DAISY: Ridiculous! The temple has nothing to do with that!
HOKE: So you say.
DAISY: We don’t even know what happened. How do you know that policeman was telling the truth?
HOKE: Now why would that policeman go and lie ’bout a thing like that?
DAISY: You never get things right anyway.
HOKE: Miz Daisy, somebody done bomb that place and you know it too.
DAISY: Go on. Just go on now. I don’t want to hear any more about it.
HOKE: I see if I can get us outta here and take you home. You feel better at home.
DAISY: I don’t feel bad.
HOKE: You de boss.
DAISY: Stop talking to me!
Lights fade on them. We hear the sound of applause. Boolie enters in a fine three-piece suit, holding a large silver bowl. He is very distinguished, in his late fifties.

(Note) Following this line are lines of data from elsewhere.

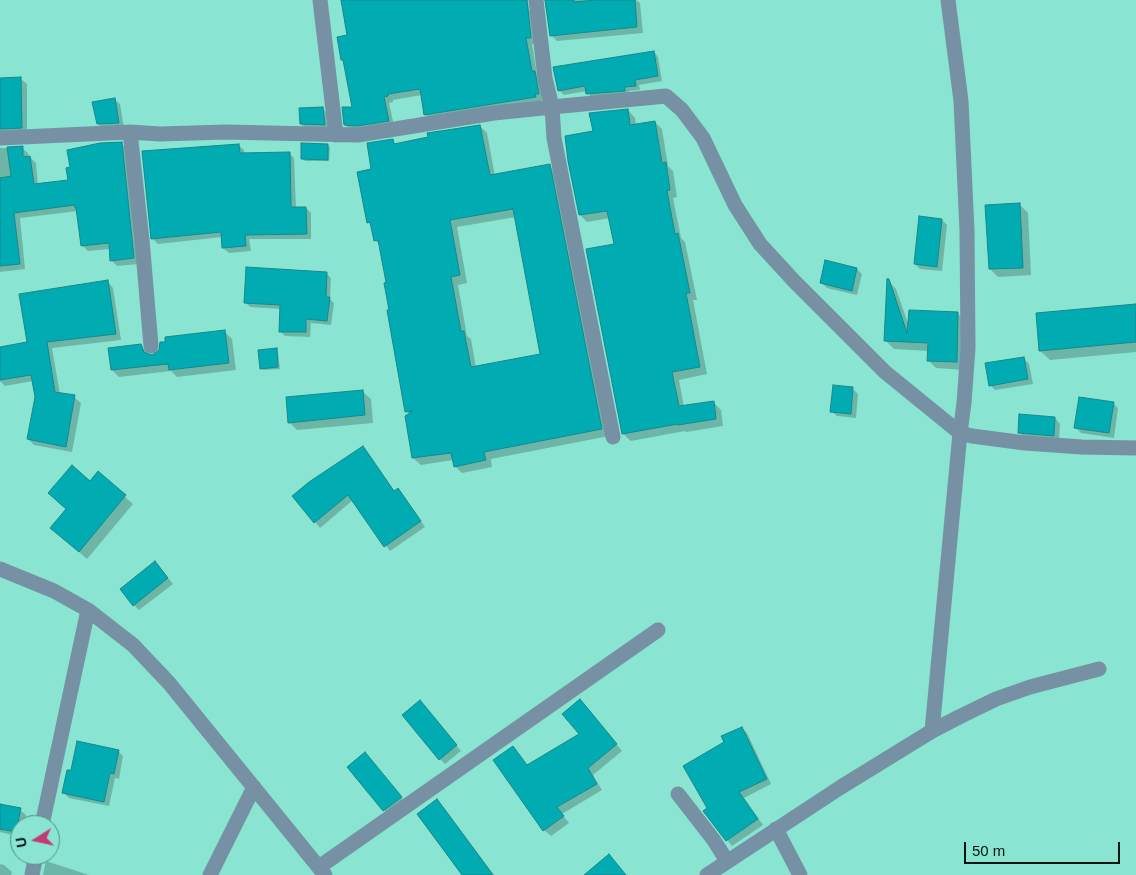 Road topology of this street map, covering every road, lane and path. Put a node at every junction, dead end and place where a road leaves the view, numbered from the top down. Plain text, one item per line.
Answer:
1 (320, 0) edge
2 (536, 0) edge
3 (948, 0) edge
4 (552, 107) junction
5 (130, 132) junction
6 (336, 134) junction
7 (0, 138) edge
8 (151, 346) dead end
9 (960, 433) junction
10 (613, 437) dead end
11 (1136, 448) edge
12 (0, 569) edge
13 (88, 610) junction
14 (658, 630) dead end
15 (1099, 669) dead end
16 (932, 731) junction
17 (254, 787) junction
18 (678, 794) dead end
19 (44, 815) edge
20 (776, 829) junction
21 (727, 861) junction
22 (322, 871) edge
23 (210, 875) edge
24 (707, 875) edge
25 (800, 875) edge

1 - 6 street
2 - 4 street
3 - 9 street
4 - 6 street
4 - 9 street
4 - 10 street
5 - 6 street
5 - 7 street
5 - 8 street
9 - 11 street
9 - 16 street
12 - 13 street
13 - 17 street
13 - 19 street
14 - 22 street
15 - 16 street
16 - 20 street
17 - 22 street
17 - 23 street
18 - 21 street
20 - 21 street
20 - 25 street
21 - 24 street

BOOLIE: Thank you, Red. And thank you all. I am deeply grateful to be chosen man of the year by the Atlanta Business Council, an honor I’ve seen bestowed on some mighty fine fellas and which I certainly never expected to come to me. I’m afraid the loss here, (He touches his hair) and the gain here, (He touches his belly) have given me an air of competence I don’t possess. But I’ll tell you, I sure wish my father and my grandfather could see this. Seventy-two years ago they opened a little hole-in-the-wall shop on Whitehall Street with one printing press. They managed to grow with Atlanta and to this day, the Werthan Company believes we want what Atlanta wants. This award proves we must be right. Thank you. (Applause) One more thing. If the Jackets whup the Dawgs up in Athens Saturday afternoon, I’ll be a completely happy man.